=== Begin Enclosure ===

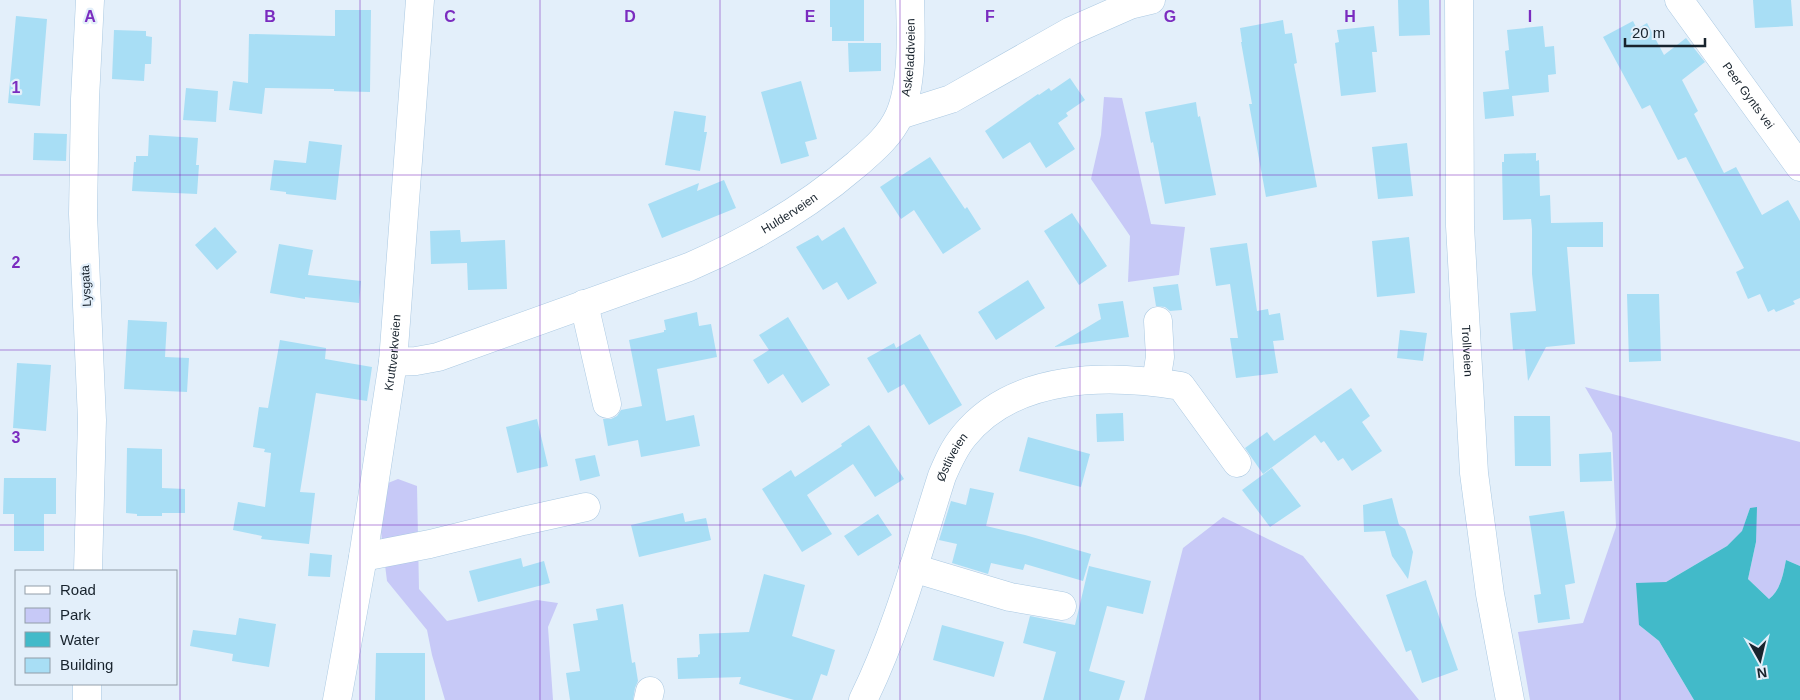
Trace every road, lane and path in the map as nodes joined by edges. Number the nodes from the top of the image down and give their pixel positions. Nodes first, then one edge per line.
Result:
1 (90, 0) edge
2 (420, 0) edge
3 (910, 0) edge
4 (1151, 0) edge
5 (1459, 0) edge
6 (1679, 0) edge
7 (900, 115) junction
8 (1800, 167) edge
9 (584, 304) junction
10 (1158, 322) dead end
11 (393, 362) junction
12 (1168, 384) junction
13 (607, 404) dead end
14 (1237, 463) dead end
15 (586, 507) dead end
16 (363, 557) junction
17 (912, 568) junction
18 (88, 570) edge
19 (1062, 606) dead end
20 (87, 685) edge
21 (87, 700) edge
22 (337, 700) edge
23 (863, 700) edge
24 (1510, 700) edge

1 - 18 street, Lysgata
2 - 11 street, Kruttverkveien
3 - 7 street, Askeladdveien
4 - 7 street
5 - 24 street, Trollveien
6 - 8 street, Peer Gynts vei
7 - 9 street, Hulderveien
9 - 11 street, Hulderveien
9 - 13 street
10 - 12 street
11 - 16 street, Kruttverkveien
12 - 14 street
12 - 17 street, Østliveien
15 - 16 street
16 - 22 street, Kruttverkveien
17 - 19 street
17 - 23 street, Østliveien
20 - 21 street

=== End Enclosure ===

PROBLEM STATEMENT: When you restate the listing, keep every word as it is and drop the pictures.

RESPONSE AREA:
Trace every road, lane and path in the map as nodes joined by edges. Number the nodes from the top of the image down and give their pixel positions. Nodes first, then one edge per line.
Result:
1 (90, 0) edge
2 (420, 0) edge
3 (910, 0) edge
4 (1151, 0) edge
5 (1459, 0) edge
6 (1679, 0) edge
7 (900, 115) junction
8 (1800, 167) edge
9 (584, 304) junction
10 (1158, 322) dead end
11 (393, 362) junction
12 (1168, 384) junction
13 (607, 404) dead end
14 (1237, 463) dead end
15 (586, 507) dead end
16 (363, 557) junction
17 (912, 568) junction
18 (88, 570) edge
19 (1062, 606) dead end
20 (87, 685) edge
21 (87, 700) edge
22 (337, 700) edge
23 (863, 700) edge
24 (1510, 700) edge

1 - 18 street, Lysgata
2 - 11 street, Kruttverkveien
3 - 7 street, Askeladdveien
4 - 7 street
5 - 24 street, Trollveien
6 - 8 street, Peer Gynts vei
7 - 9 street, Hulderveien
9 - 11 street, Hulderveien
9 - 13 street
10 - 12 street
11 - 16 street, Kruttverkveien
12 - 14 street
12 - 17 street, Østliveien
15 - 16 street
16 - 22 street, Kruttverkveien
17 - 19 street
17 - 23 street, Østliveien
20 - 21 street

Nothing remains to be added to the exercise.